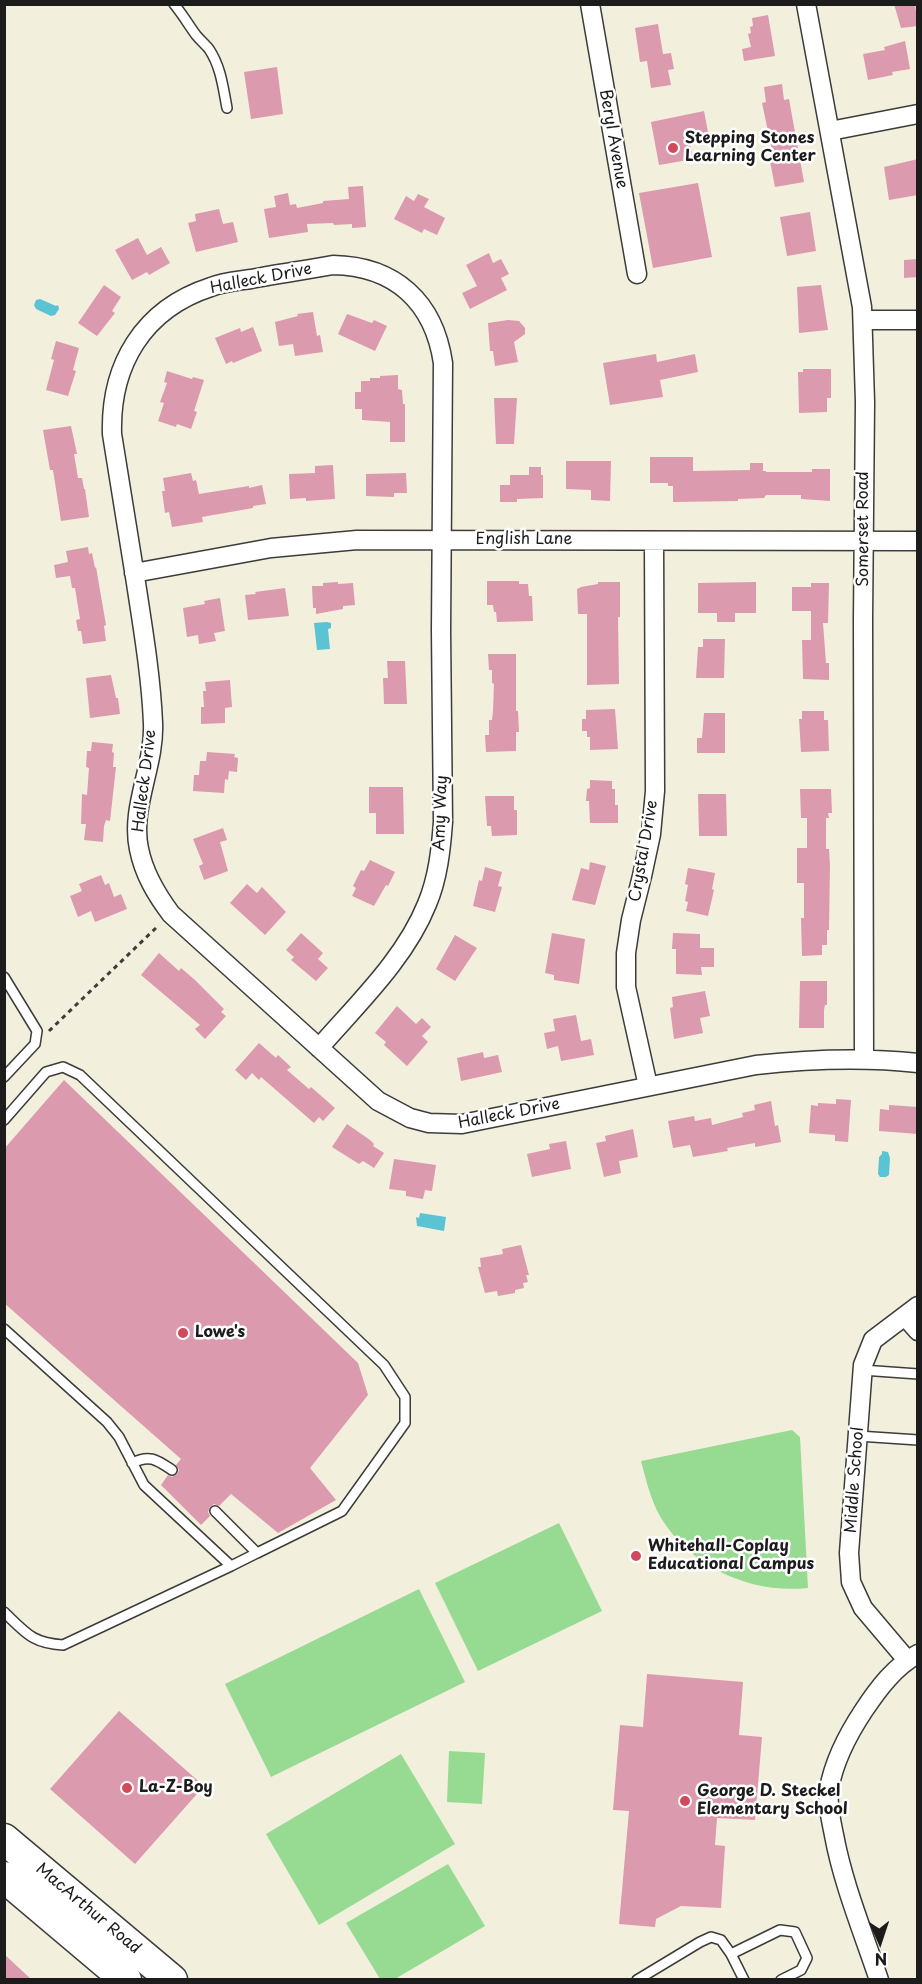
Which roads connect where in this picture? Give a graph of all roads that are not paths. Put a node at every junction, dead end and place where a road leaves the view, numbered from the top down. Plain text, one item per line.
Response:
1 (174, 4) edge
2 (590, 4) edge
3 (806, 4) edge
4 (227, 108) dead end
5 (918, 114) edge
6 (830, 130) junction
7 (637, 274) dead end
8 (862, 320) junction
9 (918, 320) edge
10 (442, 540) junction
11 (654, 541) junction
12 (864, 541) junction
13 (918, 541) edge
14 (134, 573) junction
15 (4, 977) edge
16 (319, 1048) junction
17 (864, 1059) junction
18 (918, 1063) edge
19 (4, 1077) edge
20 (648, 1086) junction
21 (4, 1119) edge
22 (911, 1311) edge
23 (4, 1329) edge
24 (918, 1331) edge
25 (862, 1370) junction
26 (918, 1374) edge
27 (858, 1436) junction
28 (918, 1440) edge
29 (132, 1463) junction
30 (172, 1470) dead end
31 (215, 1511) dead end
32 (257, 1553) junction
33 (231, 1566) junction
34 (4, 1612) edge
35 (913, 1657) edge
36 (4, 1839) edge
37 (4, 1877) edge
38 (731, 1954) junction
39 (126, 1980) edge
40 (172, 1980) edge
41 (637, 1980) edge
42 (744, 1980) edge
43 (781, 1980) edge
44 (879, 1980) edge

■ **WHAT IS EXPECTED**: Omit every picture while copying the listing above exactly.

■ **ANSWER TO THE EXERCISE**:
Which roads connect where in this picture? Give a graph of all roads that are not paths. Put a node at every junction, dead end and place where a road leaves the view, numbered from the top down. Plain text, one item per line.
Response:
1 (174, 4) edge
2 (590, 4) edge
3 (806, 4) edge
4 (227, 108) dead end
5 (918, 114) edge
6 (830, 130) junction
7 (637, 274) dead end
8 (862, 320) junction
9 (918, 320) edge
10 (442, 540) junction
11 (654, 541) junction
12 (864, 541) junction
13 (918, 541) edge
14 (134, 573) junction
15 (4, 977) edge
16 (319, 1048) junction
17 (864, 1059) junction
18 (918, 1063) edge
19 (4, 1077) edge
20 (648, 1086) junction
21 (4, 1119) edge
22 (911, 1311) edge
23 (4, 1329) edge
24 (918, 1331) edge
25 (862, 1370) junction
26 (918, 1374) edge
27 (858, 1436) junction
28 (918, 1440) edge
29 (132, 1463) junction
30 (172, 1470) dead end
31 (215, 1511) dead end
32 (257, 1553) junction
33 (231, 1566) junction
34 (4, 1612) edge
35 (913, 1657) edge
36 (4, 1839) edge
37 (4, 1877) edge
38 (731, 1954) junction
39 (126, 1980) edge
40 (172, 1980) edge
41 (637, 1980) edge
42 (744, 1980) edge
43 (781, 1980) edge
44 (879, 1980) edge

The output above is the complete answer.